Early in the book, McGraw seeks to debunk what he calls common myths about marriage, such as “a great relationship is a peaceful one” and “a great relationship has nothing to do with sex.” (Arguing is not inherently good or bad, according to Doc Phil; and marital sex, he writes, is a “needed exercise in vulnerability wherein you allow your partner to get close.”) He then reveals his list of 10 “Personal Relationship Values” that will “reprogram you for success.” The proactive values range from “own your relationship” to “be up front and forthright” to “promote your partner’s self-esteem” and “put motion into your emotion”:

You can no longer settle for living a second-class life with your partner. Ambivalence is no longer in your vocabulary. Passivity is no longer part of your behavioral repertoire, and hatefulness is no longer on your list of emotional choices. You must set the bar of excellence for yourself an unprecedented high level, and then with tenacious determination strive to leap over it.

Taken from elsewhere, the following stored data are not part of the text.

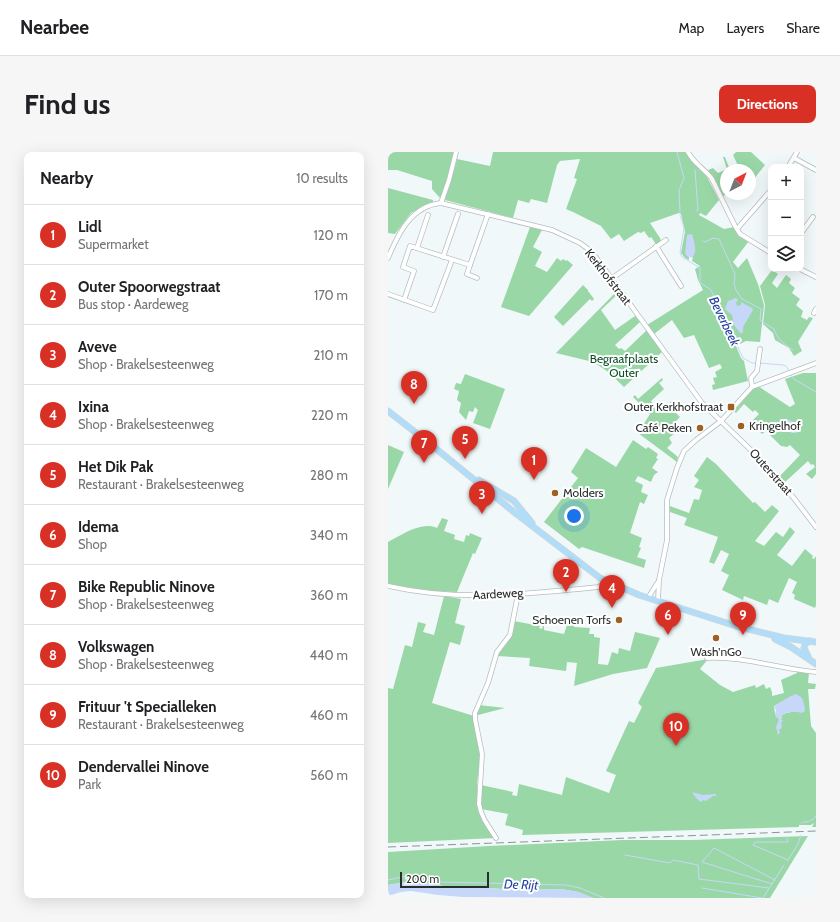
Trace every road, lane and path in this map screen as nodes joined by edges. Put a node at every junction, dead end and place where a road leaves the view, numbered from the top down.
1 (456, 152) edge
2 (688, 152) edge
3 (797, 152) edge
4 (794, 158) junction
5 (790, 164) edge
6 (816, 170) edge
7 (768, 193) edge
8 (441, 203) junction
9 (458, 214) dead end
10 (488, 214) junction
11 (428, 215) dead end
12 (813, 217) dead end
13 (737, 229) junction
14 (804, 229) edge
15 (666, 240) dead end
16 (656, 246) junction
17 (417, 248) junction
18 (768, 251) edge
19 (443, 257) junction
20 (388, 258) edge
21 (452, 260) junction
22 (470, 265) junction
23 (804, 271) edge
24 (816, 277) edge
25 (477, 278) dead end
26 (611, 280) junction
27 (681, 286) dead end
28 (388, 294) edge
29 (404, 300) junction
30 (760, 349) dead end
31 (816, 362) edge
32 (752, 387) junction
33 (388, 410) edge
34 (721, 421) junction
35 (510, 498) junction
36 (504, 504) junction
37 (519, 506) junction
38 (514, 512) junction
39 (816, 527) edge
40 (659, 580) junction
41 (606, 581) junction
42 (388, 586) edge
43 (518, 594) junction
44 (648, 598) junction
45 (658, 600) junction
46 (764, 634) junction
47 (813, 641) edge
48 (707, 658) dead end
49 (814, 662) edge
50 (816, 672) edge
51 (496, 838) dead end

1 - 8 street
2 - 13 street
3 - 4 street
4 - 5 street
4 - 6 street
7 - 13 street
8 - 10 street, Kerkhofstraat
8 - 20 street, Kerkhofstraat
9 - 19 street
10 - 22 street
10 - 26 street, Kerkhofstraat
11 - 17 street
12 - 14 street
13 - 18 street
15 - 16 street
16 - 26 street
16 - 27 street
17 - 19 street
17 - 29 street
19 - 21 street
21 - 22 street
21 - 29 street
22 - 25 street
23 - 24 street
26 - 34 street, Kerkhofstraat
28 - 29 street
30 - 32 street
31 - 32 street
32 - 34 street
33 - 35 main road
33 - 36 main road
34 - 39 street, Outerstraat
34 - 40 street
35 - 36 main road
35 - 37 main road
36 - 38 main road
37 - 38 main road
37 - 41 main road
38 - 41 main road
40 - 44 street
40 - 45 street
41 - 43 street, Aardeweg
41 - 44 main road
42 - 43 street, Aardeweg
43 - 51 street
44 - 45 main road
45 - 46 main road
46 - 47 main road
46 - 49 main road
47 - 49 main road
48 - 50 street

As the book progresses, McGraw requests more of the reader, and offers what can seem a daunting challenge to those who are “going it alone” without the partner’s knowledge or cooperation: to open up a new dialogue with the partner, based on principles forwarded in the book. (The book has, near its end, exercises in creating constructive dialogue that couples are to do together.) He recognizes that this step, as it may involve dealing with an especially obstinate mate, can be painful and perhaps take an extended period to pull off, and offers reassuring language about the reader’s inherent worth and the potential satisfaction in breaking through, though for some readers the mental “anchors” required to negotiate this step without breaking down may be more than any single book can create.

McGraw writes of how he abandoned his private practice in couples therapy after seeing limitations in the field, hampered by what he calls an “ivory-tower ideology” and “approaches to relationships usually so embarrassing that I want to turn my head in shame.” But for some, the “human touch” available not only from the better therapists, but also from assorted social-support groups capable of giving powerful “in your face” reinforcement, might be the most effective way of clearing the largest marital hurdles.

Understandably, neither McGraw, Mitchell nor Coleman gives much emphasis to the concept of a “hopeless marriage.” Mitchell, again, sees the final arbiter as a disciplined self-examination, probably best helped along by a trained professional. Coleman also values the therapeutic route, while in his book offering a small but respectful place for the view that some marital arrangements do have a fundamental lack of authenticity and compatibility, and as such are best abandoned. Dr. Phil, predictably, is more aggressively declarative on the matter:

Until you can look yourself in the eye in the mirror, until you can look your children in the eye and say I did everything I could to save this relationship and it could not be done, then you have not earned the right to quit. Arrogant as it may sound, until you have done everything I outline in this book, then I don’t think you have earned the right to quit.

As over-the-top as that may seem, it does point to a probable truth about married couples in crisis: most of them could, and should, try harder to stick it out and work it out. To see the greatest possibilities in nurturing a love that, as Mitchell puts it, “over time entails the capacity to tolerate and repair hatred.”